Using the records below, quote only the span that opens with the line containing "ctx.fill(path, 'evenodd');" and closes with the line containing "M715 406V664L673 642", exactly and inclusively.
--- START ---
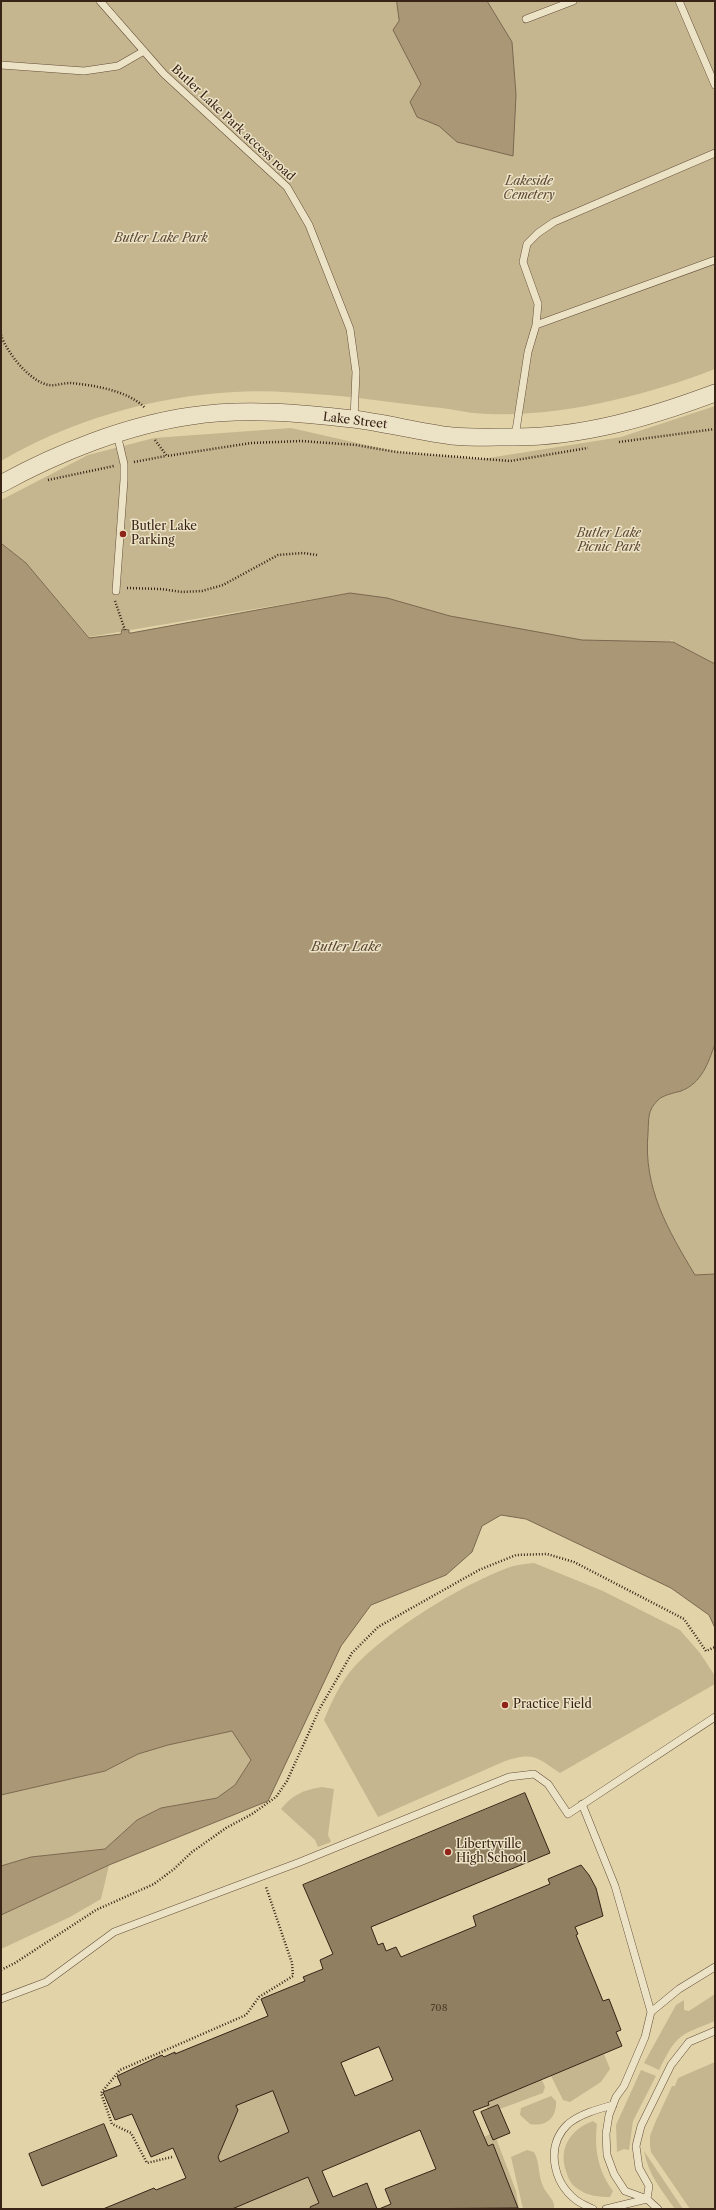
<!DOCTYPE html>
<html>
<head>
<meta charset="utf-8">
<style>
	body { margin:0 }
	#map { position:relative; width:716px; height:2210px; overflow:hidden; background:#e2d4a8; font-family:"Libre Caslon Text",serif }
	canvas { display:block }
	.frame { position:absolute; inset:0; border:2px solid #392216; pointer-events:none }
</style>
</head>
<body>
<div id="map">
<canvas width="716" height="2210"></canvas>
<div class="frame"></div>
</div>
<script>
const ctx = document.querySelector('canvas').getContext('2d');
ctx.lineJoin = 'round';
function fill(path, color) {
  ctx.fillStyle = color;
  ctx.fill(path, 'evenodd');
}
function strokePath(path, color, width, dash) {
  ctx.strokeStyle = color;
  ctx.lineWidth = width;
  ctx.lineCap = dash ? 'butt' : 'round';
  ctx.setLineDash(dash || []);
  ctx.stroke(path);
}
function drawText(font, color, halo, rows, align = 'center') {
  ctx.font = font + ' "Libre Caslon Text",serif';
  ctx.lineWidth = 3;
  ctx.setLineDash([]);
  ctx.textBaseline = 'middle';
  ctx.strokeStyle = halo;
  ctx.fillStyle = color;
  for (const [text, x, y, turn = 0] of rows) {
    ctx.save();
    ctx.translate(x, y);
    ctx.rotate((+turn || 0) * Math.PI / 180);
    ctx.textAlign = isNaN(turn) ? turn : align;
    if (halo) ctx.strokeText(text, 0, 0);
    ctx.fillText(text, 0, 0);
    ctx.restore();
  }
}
fill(new Path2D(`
	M1 1H715V369C649 395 560 417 489 414 473 414 457 410 441 408 403 404 365 398 328 395 297 393 266 390 235 392 154 396 71 420 1 461Z
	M715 406V664L673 642 672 639 671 641H582L451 617 350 593 89 637 26 563 1 542V500L88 455 154 438 291 428 397 452 482 459 621 437Z
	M715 1044V1274L695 1275C668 1230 643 1188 648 1133 649 1118 647 1111 658 1100 663 1095 674 1093 681 1091 702 1083 708 1063 715 1044Z
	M534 1563 603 1591 680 1630 700 1653 715 1676V1684L560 1773C536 1757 534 1752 505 1761L378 1817 324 1720C332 1701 340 1683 354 1667 388 1630 460 1586 507 1568 515 1565 525 1564 534 1563Z
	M232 1731 251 1760 235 1785 217 1798 161 1808 137 1820 105 1849 31 1857 1 1866V1795L105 1771 138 1754 168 1745Z
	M322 1787 334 1789 328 1835 331 1842 318 1847 315 1840 281 1809C292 1795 303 1790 322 1787Z
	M109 1865 101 1899 70 1917 1 1949V1915Z
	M715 1994V2021C678 2036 677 2034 659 2070L644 2063 676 2005 684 2000V2010L689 2011Z
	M604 2054 610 2069 601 2082 570 2102 563 2100 551 2076Z
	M715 2062V2209H690L651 2152 650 2146V2136L655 2123 672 2086H675L678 2078Z
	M641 2070 656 2076 633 2121 629 2150 624 2149 617 2152 616 2125Z
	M542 2080 545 2087 543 2093 500 2109 498 2105 488 2109 486 2106 489 2105 488 2102Z
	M273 2091 289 2132 220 2162 218 2157 238 2110 236 2106Z
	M551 2096 556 2101C557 2118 546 2127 530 2124L520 2115 521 2108Z
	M593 2121 597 2124C594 2149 598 2171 613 2191L610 2197C599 2197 587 2196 578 2189 571 2185 568 2178 566 2171 558 2148 571 2129 593 2121Z
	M490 2134 496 2138 516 2191 519 2209H515L518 2208 493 2144 488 2146 484 2137Z
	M527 2150 534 2152C540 2162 538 2176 543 2186 546 2194 556 2200 554 2209H523L511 2157Z
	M644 2151 683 2209H675C662 2191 648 2174 644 2151Z
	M308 2177 319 2203 310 2207 311 2209H232Z`), '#c5b68f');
const water = new Path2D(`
	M397 1H487L512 42 516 95 513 156 457 142 439 126 417 117 410 102 421 84 393 30 399 21Z
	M1 543 26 563 89 638 121 634 122 629 129 630V633H131L350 593 387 598 450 616 582 640 673 642 715 664V1044C708 1063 702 1083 681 1091 674 1093 663 1095 658 1100 647 1111 649 1118 648 1133 643 1188 668 1230 695 1275L715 1274V1628L709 1615 671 1588 526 1519 501 1515 482 1526 472 1552 446 1575 371 1605 341 1646 268 1801 109 1865 1 1915V1866L31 1857 105 1849 137 1820 161 1808 217 1798 235 1785 251 1760 232 1731 168 1745 138 1754 105 1771 1 1795Z`);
fill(water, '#a99776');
strokePath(water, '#7c6850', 1);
const building = new Path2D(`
	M525 1793 550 1853 371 1927 378 1945 383 1943 386 1951 396 1947 401 1957 476 1926 473 1916 550 1884 548 1879 581 1865 589 1875 596 1888 603 1916 575 1927 578 1934 576 1935 603 2001 609 1999 621 2030 616 2032 622 2046 488 2102 489 2105 473 2111 488 2146 493 2144 518 2208 379 2209 391 2204 385 2189 436 2169 420 2130 322 2171 333 2197 367 2183 377 2209H311L310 2207 319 2203 308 2177 232 2209H103L154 2188 156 2190 186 2178 173 2148 151 2157 132 2114 115 2120 103 2092 121 2085 117 2076 162 2055 164 2057 175 2052V2054L268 2016 261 1999 305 1981 303 1977 323 1969 320 1960 333 1954 303 1885ZM379 2047 393 2080 355 2096 341 2063ZM273 2091 289 2132 220 2162 218 2157 238 2110 236 2106Z
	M498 2105 510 2133 493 2140 481 2112Z
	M104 2124 117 2156 42 2186 29 2154Z`);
fill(building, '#917f62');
strokePath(building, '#392216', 1);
const service = new Path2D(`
	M100 1 164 74 287 187 309 225 350 329 356 372 354 419
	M679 1 715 85
	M526 19 573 1
	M1 65 84 71 118 66 144 51
	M536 325 538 304 523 262 527 244 538 233 554 222 715 153
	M515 437 528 352 536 325 715 260
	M116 591 124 480V464L117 434
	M582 1804 615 1886 651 2012
	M1 1999 46 1982 114 1932 300 1862 509 1777 534 1774 548 1784 568 1814 715 1717
	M647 2199 649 2186 639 2168 636 2146 641 2126 671 2065 689 2042 715 2031
	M593 2209C587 2206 581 2204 576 2200 553 2182 545 2146 568 2124 580 2114 598 2109 613 2105
	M606 2209 647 2199
	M658 2209 647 2199 625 2191 614 2174 607 2155 606 2134 609 2115 616 2097 624 2086 645 2037 651 2012 679 1989 715 1967`);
const tertiary = new Path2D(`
	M1 484C57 453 127 425 191 416 244 408 301 413 353 419 386 423 419 432 452 436 472 438 494 437 514 437 583 437 651 417 715 393`);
strokePath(service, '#634e3a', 8);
strokePath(tertiary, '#634e3a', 18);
strokePath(new Path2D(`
	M1 335C7 353 30 382 49 385 56 386 63 383 70 383 94 385 129 391 145 408
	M155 440 167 456 251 443 301 441 356 445 397 452 510 461 588 448
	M619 442 715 429
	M134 462 166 456
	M48 480 114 466
	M127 588 161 589 182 592 202 591 223 585 278 555 303 553 317 555
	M115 601 125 630
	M1 1970 15 1963 96 1910 154 1884 174 1869 192 1852 226 1828 252 1814 276 1797 287 1781 320 1708 352 1653 378 1627 479 1570 516 1555 547 1554 574 1562 684 1619 706 1651 715 1647
	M172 2157 147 2163 131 2133 112 2124 101 2093 120 2070 246 2015 259 1997 293 1976 292 1963 266 1887`), '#392216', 2.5, [1, 2]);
strokePath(service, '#ece3c6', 7);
strokePath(tertiary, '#ece3c6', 17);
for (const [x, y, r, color] of [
	[123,534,4,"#8f2418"],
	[505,1705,4,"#8f2418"],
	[448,1852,4,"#8f2418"]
]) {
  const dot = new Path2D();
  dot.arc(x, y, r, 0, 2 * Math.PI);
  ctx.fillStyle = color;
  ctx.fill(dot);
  strokePath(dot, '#ece3c6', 1.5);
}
drawText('10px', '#4f3929', null, [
	["708",439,2008]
]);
drawText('12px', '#392216', '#ece3c6', [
	["Butler Lake Park access road",233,123,43],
	["Lake Street",355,421,7]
]);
drawText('italic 12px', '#5c4734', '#ece3c6', [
	["Lakeside",529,182],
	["Cemetery",529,196],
	["Butler Lake Park",161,239],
	["Butler Lake",609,534],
	["Picnic Park",609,548]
]);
drawText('12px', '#392216', '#ece3c6', [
	["Butler Lake",131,527],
	["Parking",131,541],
	["Practice Field",513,1705],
	["Libertyville",456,1845],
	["High School",456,1859]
], 'left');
drawText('italic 13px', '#5b4533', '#ece3c6', [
	["Butler Lake",346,947]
]);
</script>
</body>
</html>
--- END ---
» **Task output**
  ctx.fill(path, 'evenodd');
}
function strokePath(path, color, width, dash) {
  ctx.strokeStyle = color;
  ctx.lineWidth = width;
  ctx.lineCap = dash ? 'butt' : 'round';
  ctx.setLineDash(dash || []);
  ctx.stroke(path);
}
function drawText(font, color, halo, rows, align = 'center') {
  ctx.font = font + ' "Libre Caslon Text",serif';
  ctx.lineWidth = 3;
  ctx.setLineDash([]);
  ctx.textBaseline = 'middle';
  ctx.strokeStyle = halo;
  ctx.fillStyle = color;
  for (const [text, x, y, turn = 0] of rows) {
    ctx.save();
    ctx.translate(x, y);
    ctx.rotate((+turn || 0) * Math.PI / 180);
    ctx.textAlign = isNaN(turn) ? turn : align;
    if (halo) ctx.strokeText(text, 0, 0);
    ctx.fillText(text, 0, 0);
    ctx.restore();
  }
}
fill(new Path2D(`
	M1 1H715V369C649 395 560 417 489 414 473 414 457 410 441 408 403 404 365 398 328 395 297 393 266 390 235 392 154 396 71 420 1 461Z
	M715 406V664L673 642 672 639 671 641H582L451 617 350 593 89 637 26 563 1 542V500L88 455 154 438 291 428 397 452 482 459 621 437Z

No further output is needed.